O que diz quem defende a mudança – Os defensores do projeto afirmam que a análise de risco moderniza a legislação, uma vez que permite o uso da tecnologia para conter os possíveis danos do agrotóxico à saúde e ao meio ambiente.
Eles acrescentam que esse tipo de avaliação é mais eficiente e aumenta a oferta de produtos para combater as pragas que prejudicam a produção agrícola no país.
O que diz quem é contra a mudança – Para quem critica o projeto, o fim da proibição a substâncias com alto grau de toxicidade abre uma brecha para mais casos de intoxicação humana e contaminação ambiental.
Além disso, a ausência de critérios mais claros para a definição de "risco inaceitável" poderia servir para um controle menos rigoroso do uso de agrotóxicos. Por fim, Anvisa e Ibama já manifestaram a preocupação de que o governo atualmente não tem estrutura técnica suficiente para realizar a análise de risco dos produtos.
3 – Prazos para liberação de novos agrotóxicos
Como é hoje – A legislação em vigor diz que os órgãos federais devem realizar a avaliação técnico-científica para a liberação de novos agrotóxicos no prazo de 120 dias. Mas, na prática, o processo de análise pode levar entre cinco e oito anos. Essa é uma das maiores queixas de fabricantes e agricultores.
O que prevê o projeto de lei – O texto estipula que a liberação de novos agrotóxicos deve ser definida dentro de um prazo que varia entre 30 dias e dois anos, de acordo com o tipo de produto.
Caso os cronogramas não sejam cumpridos, os fabricantes podem solicitar uma autorização temporária para comercializar seus produtos até que a análise seja concluída. Para isso, é preciso que esses agrotóxicos já tenham sido liberados em pelo menos outros três países da OCDE (Organização para Cooperação e Desenvolvimento Econômico).
O que diz quem defende a mudança – A definição dos prazos e a criação do registro temporário é apontada pelos defensores do projeto de lei como um dos principais avanços da proposta. Eles afirmam que essas medidas reduzem a burocracia e a demora para a liberação de novos agrotóxicos.

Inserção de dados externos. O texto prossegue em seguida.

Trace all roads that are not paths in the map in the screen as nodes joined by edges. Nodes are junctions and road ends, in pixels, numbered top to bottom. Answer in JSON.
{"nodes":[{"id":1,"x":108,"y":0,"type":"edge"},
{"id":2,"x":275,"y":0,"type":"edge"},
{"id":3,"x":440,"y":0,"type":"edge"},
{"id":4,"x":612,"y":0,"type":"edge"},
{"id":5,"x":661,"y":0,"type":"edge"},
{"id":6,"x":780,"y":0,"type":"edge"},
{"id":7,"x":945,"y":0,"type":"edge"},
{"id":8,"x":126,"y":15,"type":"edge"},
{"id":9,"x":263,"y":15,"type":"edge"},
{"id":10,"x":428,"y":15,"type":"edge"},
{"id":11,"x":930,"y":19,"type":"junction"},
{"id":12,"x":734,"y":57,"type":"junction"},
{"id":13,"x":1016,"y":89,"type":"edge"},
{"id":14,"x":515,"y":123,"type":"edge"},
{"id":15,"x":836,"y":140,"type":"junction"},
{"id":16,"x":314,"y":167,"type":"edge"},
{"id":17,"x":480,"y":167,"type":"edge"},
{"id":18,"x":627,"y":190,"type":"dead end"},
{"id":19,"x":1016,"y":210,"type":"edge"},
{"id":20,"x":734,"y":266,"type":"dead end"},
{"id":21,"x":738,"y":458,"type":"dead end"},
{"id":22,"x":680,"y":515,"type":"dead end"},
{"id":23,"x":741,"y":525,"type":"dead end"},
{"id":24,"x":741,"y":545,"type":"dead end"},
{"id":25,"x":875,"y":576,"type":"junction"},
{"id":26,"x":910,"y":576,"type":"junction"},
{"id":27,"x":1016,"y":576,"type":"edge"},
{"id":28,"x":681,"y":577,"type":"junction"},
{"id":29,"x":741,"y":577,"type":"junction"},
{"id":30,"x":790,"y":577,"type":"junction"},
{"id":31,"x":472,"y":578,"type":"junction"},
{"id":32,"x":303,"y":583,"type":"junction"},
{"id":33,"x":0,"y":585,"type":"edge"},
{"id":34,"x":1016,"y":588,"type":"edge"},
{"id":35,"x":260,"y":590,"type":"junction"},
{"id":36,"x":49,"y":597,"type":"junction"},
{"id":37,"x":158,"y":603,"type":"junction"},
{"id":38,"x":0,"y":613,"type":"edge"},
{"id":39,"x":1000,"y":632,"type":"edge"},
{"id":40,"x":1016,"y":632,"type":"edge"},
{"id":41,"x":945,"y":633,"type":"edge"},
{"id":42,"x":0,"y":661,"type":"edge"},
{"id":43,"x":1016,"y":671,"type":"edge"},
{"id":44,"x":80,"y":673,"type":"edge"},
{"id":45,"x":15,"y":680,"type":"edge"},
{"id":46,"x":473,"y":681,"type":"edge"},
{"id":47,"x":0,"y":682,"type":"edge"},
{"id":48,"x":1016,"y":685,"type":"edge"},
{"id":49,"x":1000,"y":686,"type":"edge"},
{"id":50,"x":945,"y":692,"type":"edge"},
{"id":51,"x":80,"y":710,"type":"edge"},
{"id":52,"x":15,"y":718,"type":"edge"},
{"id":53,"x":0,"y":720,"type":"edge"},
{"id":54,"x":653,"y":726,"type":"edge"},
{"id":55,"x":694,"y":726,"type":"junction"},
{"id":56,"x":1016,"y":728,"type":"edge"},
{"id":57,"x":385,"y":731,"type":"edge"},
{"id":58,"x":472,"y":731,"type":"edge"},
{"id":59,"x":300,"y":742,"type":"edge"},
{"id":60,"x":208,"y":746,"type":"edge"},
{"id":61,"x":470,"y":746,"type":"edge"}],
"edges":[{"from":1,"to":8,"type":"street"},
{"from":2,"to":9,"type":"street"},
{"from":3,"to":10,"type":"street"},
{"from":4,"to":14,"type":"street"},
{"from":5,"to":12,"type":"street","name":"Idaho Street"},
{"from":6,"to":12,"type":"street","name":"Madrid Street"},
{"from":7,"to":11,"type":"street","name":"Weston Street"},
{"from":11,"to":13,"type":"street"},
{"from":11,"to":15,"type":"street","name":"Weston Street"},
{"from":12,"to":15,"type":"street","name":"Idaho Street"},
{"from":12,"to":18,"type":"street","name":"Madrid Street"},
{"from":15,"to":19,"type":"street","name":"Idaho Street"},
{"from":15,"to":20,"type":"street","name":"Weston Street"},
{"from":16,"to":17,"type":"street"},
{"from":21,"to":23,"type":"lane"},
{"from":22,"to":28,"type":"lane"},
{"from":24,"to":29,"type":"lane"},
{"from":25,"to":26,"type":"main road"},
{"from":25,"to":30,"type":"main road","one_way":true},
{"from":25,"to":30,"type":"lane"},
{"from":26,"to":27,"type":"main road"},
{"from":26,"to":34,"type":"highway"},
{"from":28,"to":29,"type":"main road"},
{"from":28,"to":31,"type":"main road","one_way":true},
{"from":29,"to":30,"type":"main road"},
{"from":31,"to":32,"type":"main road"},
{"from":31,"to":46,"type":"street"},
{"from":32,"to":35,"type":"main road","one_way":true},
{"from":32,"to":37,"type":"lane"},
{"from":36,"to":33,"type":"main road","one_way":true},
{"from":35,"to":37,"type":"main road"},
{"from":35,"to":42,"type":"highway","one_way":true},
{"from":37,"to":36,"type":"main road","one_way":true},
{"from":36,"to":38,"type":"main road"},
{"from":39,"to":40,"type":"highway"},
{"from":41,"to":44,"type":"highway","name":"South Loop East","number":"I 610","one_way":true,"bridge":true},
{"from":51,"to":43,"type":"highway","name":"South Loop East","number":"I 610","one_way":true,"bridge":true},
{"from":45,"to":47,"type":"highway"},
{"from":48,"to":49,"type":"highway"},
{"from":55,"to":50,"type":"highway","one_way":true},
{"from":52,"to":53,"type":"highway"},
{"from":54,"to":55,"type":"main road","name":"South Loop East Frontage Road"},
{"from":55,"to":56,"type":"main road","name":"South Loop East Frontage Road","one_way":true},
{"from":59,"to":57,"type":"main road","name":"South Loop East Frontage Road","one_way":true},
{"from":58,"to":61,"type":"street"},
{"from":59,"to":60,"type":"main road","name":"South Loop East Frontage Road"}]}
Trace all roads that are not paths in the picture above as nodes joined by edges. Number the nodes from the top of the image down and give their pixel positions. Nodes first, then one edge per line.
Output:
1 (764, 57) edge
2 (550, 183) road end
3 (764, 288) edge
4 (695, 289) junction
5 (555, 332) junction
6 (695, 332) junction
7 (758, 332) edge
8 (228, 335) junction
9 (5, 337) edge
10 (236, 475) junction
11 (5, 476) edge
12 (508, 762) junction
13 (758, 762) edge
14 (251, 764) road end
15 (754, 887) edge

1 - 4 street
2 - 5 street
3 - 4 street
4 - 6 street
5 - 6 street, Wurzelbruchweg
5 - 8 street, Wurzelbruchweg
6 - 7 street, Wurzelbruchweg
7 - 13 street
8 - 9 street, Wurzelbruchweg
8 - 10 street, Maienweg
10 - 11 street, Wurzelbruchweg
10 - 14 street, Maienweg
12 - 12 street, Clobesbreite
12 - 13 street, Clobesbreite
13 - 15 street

Com isso, dizem que os agricultores terão acesso mais rápido a tecnologias já usadas no exterior e não correrão mais o risco de ver esses produtos liberados apenas quando já estiverem obsoletos.
O que diz quem é contra a mudança – Os críticos da proposta afirmam que essas novas regras representam um grande risco, uma vez que autorizam o uso de agrotóxicos que ainda estão em análise e podem ser prejudiciais à saúde e ao meio ambiente.
Além disso, reclamam que o Brasil delegaria a outros países da OCDE a responsabilidade pela liberação de agrotóxicos que serão usados em seu território e terão impacto no bem-estar de sua população.
4 – A definição de agrotóxicos ou pesticidas
Como é hoje - Toda a legislação atual se refere aos produtos químicos usados no combate a pragas na agricultura como agrotóxicos.
O que prevê o projeto de lei – A proposta em discussão no Congresso substitui o termo "agrotóxico" por "pesticida". O texto originalmente proposto com o apoio da bancada ruralista usava ainda uma outra denominação: "produto fitossanitário".
O que diz quem defende a mudança – A decisão de mudar o termo que designa os agrotóxicos se baseia na avaliação de que se trata de uma definição depreciativa, que só é utilizada no Brasil. A mudança também adequaria o termo brasileiro à forma mais comum na nomenclatura internacional, que varia a partir dos componentes pestis (enfermidade epidêmica ou pandêmica) e cida (o que mata).
O que diz quem é contra a mudança – Os grupos que criticam o projeto afirmam que a substituição do termo é uma artimanha para tentar omitir a relação entre a toxicidade desses produtos e os riscos deles para a saúde das pessoas e o meio ambiente.